Specifically, according to his plea, Landau and Savedoff visited the Franklin D. Roosevelt Presidential Library and Museum in Hyde Park, New York on December 2, 2010. Landau and Savedoff stole from the library, among other things, seven “reading copies” of speeches delivered by President Roosevelt. “Reading copies” are the actual copies of the speeches from which President Roosevelt read, and contain edits and handwritten additions made by him, and bear his signature. Four of these “reading copies” of speeches were sold by Landau on December 20, 2010 to a collector for the sum of $35,000. Three other “reading copies” were the inaugural addresses delivered by President Roosevelt on January 20, 1937, January 20, 1941, and January 20, 1945, which are valued at more than $100,000 each, were recovered from Landau’s apartment in New York City during court-authorized searches.

On March 17, 2011, Landau and Savedoff visited the New York Historical Society in New York City, and removed several valuable documents, all more than 100 years old and worth in excess of $5,000. One document was a letter dated April 1, 1780 from Benjamin Franklin, then in Versailles, France, to John Paul Jones in reference to the delivery of quantities of gunpowder from the French to the United States Navy. This letter is valued in the hundreds of thousands of dollars. Other documents stolen by Landau and Savedoff from the New York Historical Society include letters and documents authored by John Jay, Alexander Hamilton, and President George Washington.

On July 9, 2011, Landau and Savedoff visited the Maryland Historical Society, where Landau had provided the curators with a list of collections he wished to review in advance, stating that he was performing research for a book. Landau also provided the list to curators when he arrived at the museum. Landau and Savedoff accessed the various document and manuscript collections. Curators became suspicious of the pair, and were concerned that documents were being stolen. The curators summoned the police, who discovered that 79 documents had been secreted inside a computer bag located in one of the museum lockers. Savedoff had the key to the locker. A review of the documents by curators revealed that 60 had been removed from the collections of the Maryland Historical Society, including a land grant dated June 1, 1861 to John Lorn, Private Captain, Hannberts Company, Maryland Militia, War of 1812, signed by President Abraham Lincoln, which has a value well in excess of $100,000. The remaining 19 documents contained markings which identified them as being from collections maintained at the Connecticut Historical Society and other institutions.

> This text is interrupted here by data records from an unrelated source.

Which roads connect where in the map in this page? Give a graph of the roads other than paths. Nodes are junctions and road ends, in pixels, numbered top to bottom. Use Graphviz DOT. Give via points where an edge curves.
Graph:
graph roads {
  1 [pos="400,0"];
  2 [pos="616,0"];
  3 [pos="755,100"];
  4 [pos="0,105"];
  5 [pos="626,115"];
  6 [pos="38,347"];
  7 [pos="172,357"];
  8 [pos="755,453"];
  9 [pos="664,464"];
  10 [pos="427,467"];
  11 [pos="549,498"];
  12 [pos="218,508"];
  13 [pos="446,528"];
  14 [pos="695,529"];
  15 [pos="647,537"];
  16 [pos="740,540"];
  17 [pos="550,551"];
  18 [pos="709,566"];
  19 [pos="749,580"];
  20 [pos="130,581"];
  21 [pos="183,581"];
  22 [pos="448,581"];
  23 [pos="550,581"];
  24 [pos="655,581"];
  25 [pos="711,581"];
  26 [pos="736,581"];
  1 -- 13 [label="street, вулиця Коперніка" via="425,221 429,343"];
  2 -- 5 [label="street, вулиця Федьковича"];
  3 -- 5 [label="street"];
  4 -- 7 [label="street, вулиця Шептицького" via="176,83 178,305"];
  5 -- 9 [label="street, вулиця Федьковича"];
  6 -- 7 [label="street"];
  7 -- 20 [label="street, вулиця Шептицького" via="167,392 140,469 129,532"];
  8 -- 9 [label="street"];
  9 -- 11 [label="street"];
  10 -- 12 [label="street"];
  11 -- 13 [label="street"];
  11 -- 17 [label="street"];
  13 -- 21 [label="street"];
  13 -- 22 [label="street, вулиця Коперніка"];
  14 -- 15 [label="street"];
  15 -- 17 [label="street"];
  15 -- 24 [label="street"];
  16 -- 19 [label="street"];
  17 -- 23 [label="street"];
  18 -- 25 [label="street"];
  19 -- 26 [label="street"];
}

On July 12, 2011, a search was conducted at Landau’s residence in New York City. A second search was conducted on August 2, 2011. Over 10,000 documents and objects of cultural heritage were recovered during the search. To date, over 4,000 of these items have been traced as being stolen from libraries and repositories throughout the United States, include documents signed by George Washington, John Adams, Franklin Roosevelt, Marie Antoinette, Napoleon Bonaparte, Karl Marx, Sir Isaac Newton and others.

Jason James Savedoff, a/k/a “Jason James,” and “Justin Ward,” age 24, of New York, New York, previously pleaded guilty to the same charges. No date has been set for his sentencing.

Landau and Savedoff face a maximum sentence of five years in prison for the conspiracy; and 10 years in prison for theft of the documents. U.S. District Judge Catherine C. Blake has scheduled sentencing for Landau on May 7, 2012, at 10:00 a.m.

United States Attorney Rod J. Rosenstein praised the FBI, Baltimore Police Department, National Archives and Records Administration - Office of Inspector General, and the Baltimore State’s Attorney’s Office for their work in the investigation. Mr. Rosenstein thanked Assistant United States Attorneys James G. Warwick and P. Michael Cunningham, who are prosecuting the case.